I'm sure the reviewers are busy, and what incentive would a busy researcher have to spend half a day checking references and generally making the paper of someone who is not in their team great? I was talking to a journal editor the other day and he was saying how hard it is to find peer reviewers, and when they do get someone, they might just spend half an hour reading the paper and writing a quick response, because that is all they have time for. But, a person with ME/CFS on the other hand has an enormous incentive to make sure things are right. I can think of plenty of members here who could provide good-natured useful feedback on trial designs and draft papers and hypotheses, members who have a very good knowledge of the ME/CFS literature. I think we could help researchers make break-throughs more quickly, and cause less harm to patients in the process.

So, why is it so hard for these researchers to take on wider input? I expect some of the ideas set out in papers like these don't help. I mean, if I was a researcher, I wouldn't be lining up to work with people who have issues with memory and mood, who are liable to fall apart in the face of every day emotional and psychological stressors

The unfair accusations of the BPS people about angry irrational patients stick too. I don't recognise myself in those descriptions, or my son. We can think and remember well at least some of the time. We, and many of the members of this forum, deal calmly with stressors that many healthy people can not begin to imagine. 'Stress' is an unhelpfully vague term.

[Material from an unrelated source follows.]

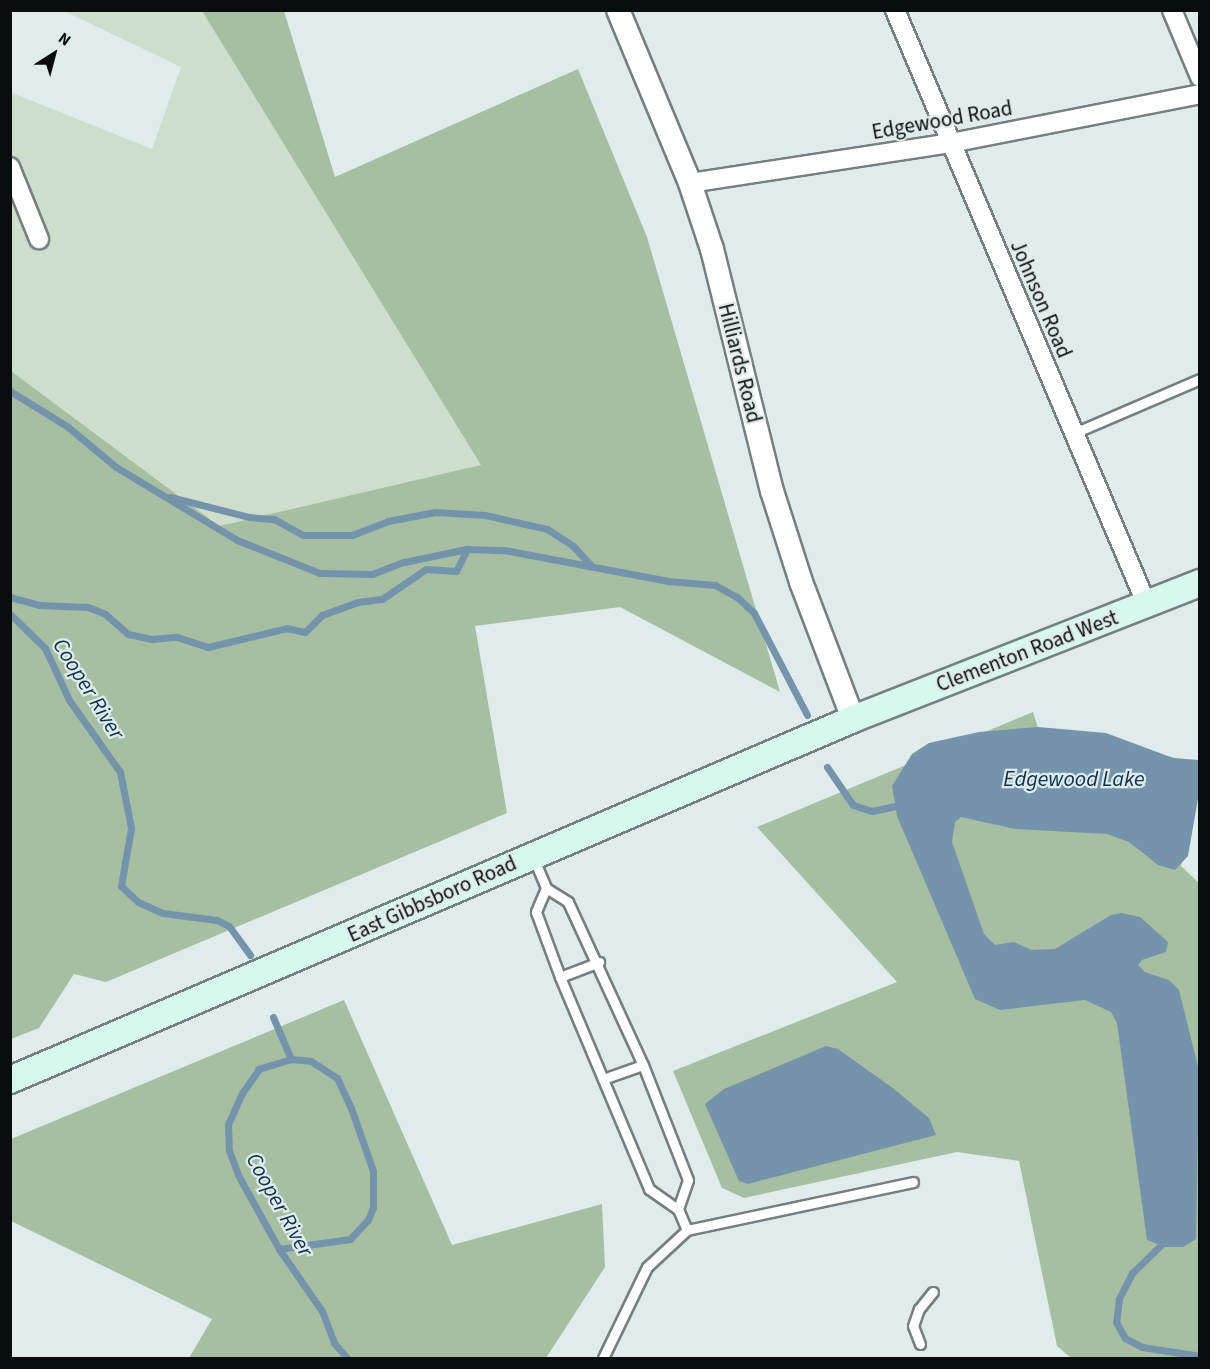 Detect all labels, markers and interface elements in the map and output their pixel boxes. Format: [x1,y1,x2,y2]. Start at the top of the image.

I'm sure all the researchers who contributed to this hypothesis paper are smart and want to help people with ME/CFS, but I think this paper is counter-productive.

 

Thanks for taking a thorough look at the paper, Hutan. I've just started reading it and am already having arguments with it. Even the description of the illness feels incomplete and unbalanced. Nothing about muscle fatiguability and pain, no mention of PEM, instead a confusing reference to relapsing and recovery which makes no sense to me. And why 'poor response to even small stresses' without specifying what is meant by 'small stresses' - sensory sensitivity? psychological problems???

 

I don't have the energy to read it all so I skipped to a few bits:

There's an assumption all the way through, as far as I can see, that the core explanation of ME is brain inflammation. I don't think that should be presented with such certainty.

They seem very keen to describe PEM as a stress reaction. I don't think there's any evidence to support that.

There's also a lot about excess serotonin which would surely suggest that SSRI's would be useful but they're not. They also describe the tryptophan and IDO2 metabolic trap hypothesis which as far as I know isn't established as anything but an idea, so not really appropriate to include in a paper building hypothesis on hypothesis.

I give up. Hutan has done a much more thorough review than I have.

 

No, I haven't. I just picked out a few mostly minor issues, because it was easy to illustrate the problems with them. But I agree with those two big issues you identified - the idea of brain inflammation, specifically in the paraventricular nucleus, and HPA axis dysfunction - as lacking evidence.

I think perhaps attitudes about people with ME/CFS held by the researchers (e.g. that they are delicate flowers wilting in the face of everyday stresses) are making it difficult for them to get past the idea of 'problems processing stress' and move on to ideas that are more specific and helpful. Is it a lack of energy to deal with things? Is it difficulty filtering sensory inputs? Is it orthostatic intolerance? I mean it all gets a bit ridiculous when brushing your teeth is an 'external life stressor'- it really calls for a bit of finessing around what is meant and exactly what the process is.

I find the circular diagrams (Figures 1 and 4) which are the core of the hypothesis little better than BPS circular diagrams.

Another issue is the uncritical acceptance of the idea of an early stage and late stage of ME/CFS, seemingly based on the findings (I think) by Hornig, Lipkin and Montoya who couldn't differentiate people with ME/CFS from healthy controls on the basis of the cytokines. So, they made subsets based on illness duration and did find some differences. But it wasn't very convincing, and I don't think there has been much replication of the result.